◆ Stored items ◆
BEGIN
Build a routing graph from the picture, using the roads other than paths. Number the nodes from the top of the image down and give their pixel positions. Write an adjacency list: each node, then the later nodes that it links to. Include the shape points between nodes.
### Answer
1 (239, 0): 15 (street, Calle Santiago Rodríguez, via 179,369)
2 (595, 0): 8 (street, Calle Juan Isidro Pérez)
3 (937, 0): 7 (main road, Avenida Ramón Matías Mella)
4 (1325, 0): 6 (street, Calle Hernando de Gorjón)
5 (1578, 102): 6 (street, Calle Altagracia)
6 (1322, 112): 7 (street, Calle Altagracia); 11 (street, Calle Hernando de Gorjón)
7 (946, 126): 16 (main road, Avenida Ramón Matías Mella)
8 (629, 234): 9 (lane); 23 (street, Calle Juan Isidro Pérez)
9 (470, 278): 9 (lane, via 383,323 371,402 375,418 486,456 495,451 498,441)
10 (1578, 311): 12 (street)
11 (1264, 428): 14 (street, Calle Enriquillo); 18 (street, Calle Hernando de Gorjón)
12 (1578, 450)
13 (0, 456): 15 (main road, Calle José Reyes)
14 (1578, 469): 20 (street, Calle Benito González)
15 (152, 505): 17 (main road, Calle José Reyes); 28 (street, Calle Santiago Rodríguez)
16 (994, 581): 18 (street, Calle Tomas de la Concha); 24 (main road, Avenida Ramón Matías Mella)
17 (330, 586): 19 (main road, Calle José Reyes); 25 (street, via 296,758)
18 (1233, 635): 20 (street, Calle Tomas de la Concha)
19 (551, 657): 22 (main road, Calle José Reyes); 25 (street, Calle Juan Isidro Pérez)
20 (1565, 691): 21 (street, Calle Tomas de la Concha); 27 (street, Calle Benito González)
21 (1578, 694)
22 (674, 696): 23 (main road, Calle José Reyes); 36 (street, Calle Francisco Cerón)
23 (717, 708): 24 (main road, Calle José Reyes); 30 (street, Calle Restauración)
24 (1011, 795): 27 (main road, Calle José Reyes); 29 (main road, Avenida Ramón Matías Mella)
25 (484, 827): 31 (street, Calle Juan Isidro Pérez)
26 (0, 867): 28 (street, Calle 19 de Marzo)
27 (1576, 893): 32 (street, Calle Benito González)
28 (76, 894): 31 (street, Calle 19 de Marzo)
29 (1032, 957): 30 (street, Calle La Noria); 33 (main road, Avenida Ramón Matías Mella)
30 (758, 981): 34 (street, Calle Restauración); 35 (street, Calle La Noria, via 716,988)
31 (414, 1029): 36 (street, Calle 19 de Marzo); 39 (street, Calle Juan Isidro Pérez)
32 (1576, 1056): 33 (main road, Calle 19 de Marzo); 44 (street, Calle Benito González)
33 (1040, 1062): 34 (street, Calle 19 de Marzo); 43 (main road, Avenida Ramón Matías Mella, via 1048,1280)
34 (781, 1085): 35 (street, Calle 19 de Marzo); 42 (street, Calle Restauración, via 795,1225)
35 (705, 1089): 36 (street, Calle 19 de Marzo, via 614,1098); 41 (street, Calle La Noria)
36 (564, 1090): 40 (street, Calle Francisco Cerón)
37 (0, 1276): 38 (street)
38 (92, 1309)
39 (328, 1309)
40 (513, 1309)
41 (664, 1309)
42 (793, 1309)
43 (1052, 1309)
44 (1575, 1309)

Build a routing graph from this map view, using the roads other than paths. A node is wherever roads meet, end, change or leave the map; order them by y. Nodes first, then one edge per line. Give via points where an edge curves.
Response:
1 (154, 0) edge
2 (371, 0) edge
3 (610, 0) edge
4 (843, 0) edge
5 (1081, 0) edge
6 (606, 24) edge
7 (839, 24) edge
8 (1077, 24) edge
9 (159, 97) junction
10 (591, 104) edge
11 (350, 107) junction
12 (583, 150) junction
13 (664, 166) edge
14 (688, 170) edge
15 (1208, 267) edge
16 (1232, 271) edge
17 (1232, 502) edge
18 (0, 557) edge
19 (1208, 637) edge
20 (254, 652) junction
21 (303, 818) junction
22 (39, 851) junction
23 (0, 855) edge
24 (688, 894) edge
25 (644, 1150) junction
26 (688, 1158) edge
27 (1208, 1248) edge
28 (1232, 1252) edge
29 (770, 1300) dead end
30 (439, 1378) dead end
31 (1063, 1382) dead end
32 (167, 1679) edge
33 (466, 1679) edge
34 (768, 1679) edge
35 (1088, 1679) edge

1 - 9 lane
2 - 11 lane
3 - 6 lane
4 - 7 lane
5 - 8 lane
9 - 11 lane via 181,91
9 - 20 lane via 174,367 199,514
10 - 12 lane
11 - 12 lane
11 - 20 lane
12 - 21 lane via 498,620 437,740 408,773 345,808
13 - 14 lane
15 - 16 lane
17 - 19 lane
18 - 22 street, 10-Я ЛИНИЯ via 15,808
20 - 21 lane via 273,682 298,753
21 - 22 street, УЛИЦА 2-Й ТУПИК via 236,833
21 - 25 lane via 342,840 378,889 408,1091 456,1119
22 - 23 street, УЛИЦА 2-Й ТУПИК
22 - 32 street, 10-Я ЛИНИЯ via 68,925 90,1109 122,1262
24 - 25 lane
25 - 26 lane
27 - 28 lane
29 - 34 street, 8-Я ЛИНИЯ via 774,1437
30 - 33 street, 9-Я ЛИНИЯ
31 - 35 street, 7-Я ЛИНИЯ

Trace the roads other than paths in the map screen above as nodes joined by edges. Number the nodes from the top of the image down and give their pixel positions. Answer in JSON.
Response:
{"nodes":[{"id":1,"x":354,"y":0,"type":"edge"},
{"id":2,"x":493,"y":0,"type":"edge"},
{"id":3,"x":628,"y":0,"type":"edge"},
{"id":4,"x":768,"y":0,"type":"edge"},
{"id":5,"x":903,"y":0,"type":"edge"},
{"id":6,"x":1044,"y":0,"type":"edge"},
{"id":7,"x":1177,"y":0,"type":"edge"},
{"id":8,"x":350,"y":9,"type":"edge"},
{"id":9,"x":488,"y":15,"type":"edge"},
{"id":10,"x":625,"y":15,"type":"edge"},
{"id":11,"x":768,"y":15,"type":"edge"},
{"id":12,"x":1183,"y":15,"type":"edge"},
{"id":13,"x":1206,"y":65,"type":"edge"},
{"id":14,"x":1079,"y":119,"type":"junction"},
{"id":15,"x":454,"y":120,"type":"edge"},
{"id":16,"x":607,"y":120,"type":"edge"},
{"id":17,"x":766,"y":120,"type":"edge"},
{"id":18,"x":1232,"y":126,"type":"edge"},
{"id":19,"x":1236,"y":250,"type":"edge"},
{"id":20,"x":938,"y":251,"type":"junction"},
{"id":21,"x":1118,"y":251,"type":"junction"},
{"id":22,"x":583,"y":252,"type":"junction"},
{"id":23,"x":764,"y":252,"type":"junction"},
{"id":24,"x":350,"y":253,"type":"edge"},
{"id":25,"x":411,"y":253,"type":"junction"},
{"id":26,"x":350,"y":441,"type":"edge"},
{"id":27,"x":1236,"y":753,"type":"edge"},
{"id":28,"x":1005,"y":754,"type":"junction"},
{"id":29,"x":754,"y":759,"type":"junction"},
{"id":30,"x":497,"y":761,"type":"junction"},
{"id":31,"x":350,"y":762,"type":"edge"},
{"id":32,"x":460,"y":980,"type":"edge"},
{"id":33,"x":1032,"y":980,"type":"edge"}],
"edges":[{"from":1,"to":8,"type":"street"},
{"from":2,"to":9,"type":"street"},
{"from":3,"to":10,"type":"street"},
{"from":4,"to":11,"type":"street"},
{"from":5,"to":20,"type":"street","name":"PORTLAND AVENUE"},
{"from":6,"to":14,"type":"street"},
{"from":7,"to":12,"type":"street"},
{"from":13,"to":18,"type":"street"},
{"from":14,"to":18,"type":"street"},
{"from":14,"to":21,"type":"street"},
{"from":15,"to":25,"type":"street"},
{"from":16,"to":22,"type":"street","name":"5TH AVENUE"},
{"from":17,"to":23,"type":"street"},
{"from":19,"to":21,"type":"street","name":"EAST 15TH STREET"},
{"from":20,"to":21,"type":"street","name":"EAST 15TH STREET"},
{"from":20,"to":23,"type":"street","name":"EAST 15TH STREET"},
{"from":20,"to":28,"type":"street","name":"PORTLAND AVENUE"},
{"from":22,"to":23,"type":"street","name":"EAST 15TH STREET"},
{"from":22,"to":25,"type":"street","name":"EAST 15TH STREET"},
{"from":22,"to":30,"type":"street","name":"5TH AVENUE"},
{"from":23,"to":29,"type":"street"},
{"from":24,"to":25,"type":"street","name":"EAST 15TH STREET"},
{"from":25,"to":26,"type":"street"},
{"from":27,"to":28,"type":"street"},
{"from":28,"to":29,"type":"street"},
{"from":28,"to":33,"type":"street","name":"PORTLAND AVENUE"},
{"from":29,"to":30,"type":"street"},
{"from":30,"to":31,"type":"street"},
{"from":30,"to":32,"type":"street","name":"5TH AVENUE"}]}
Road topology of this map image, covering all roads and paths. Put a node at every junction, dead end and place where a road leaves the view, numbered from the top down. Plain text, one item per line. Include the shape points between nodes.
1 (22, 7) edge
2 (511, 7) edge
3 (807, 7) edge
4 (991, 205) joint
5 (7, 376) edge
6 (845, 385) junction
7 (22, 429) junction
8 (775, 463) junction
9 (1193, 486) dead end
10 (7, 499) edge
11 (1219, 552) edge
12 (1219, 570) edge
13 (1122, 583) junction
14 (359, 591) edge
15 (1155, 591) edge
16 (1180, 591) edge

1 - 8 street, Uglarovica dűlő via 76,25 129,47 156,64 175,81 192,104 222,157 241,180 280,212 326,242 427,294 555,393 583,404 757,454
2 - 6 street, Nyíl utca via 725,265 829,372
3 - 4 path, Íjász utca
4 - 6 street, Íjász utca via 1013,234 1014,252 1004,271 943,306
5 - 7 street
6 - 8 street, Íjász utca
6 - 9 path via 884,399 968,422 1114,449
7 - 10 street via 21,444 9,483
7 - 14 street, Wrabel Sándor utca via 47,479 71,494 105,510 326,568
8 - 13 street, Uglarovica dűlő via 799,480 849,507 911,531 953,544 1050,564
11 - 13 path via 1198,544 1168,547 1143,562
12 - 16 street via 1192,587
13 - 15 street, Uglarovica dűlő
END
If a line of the records above includes the word "González", count it; state the final number with no other words.

4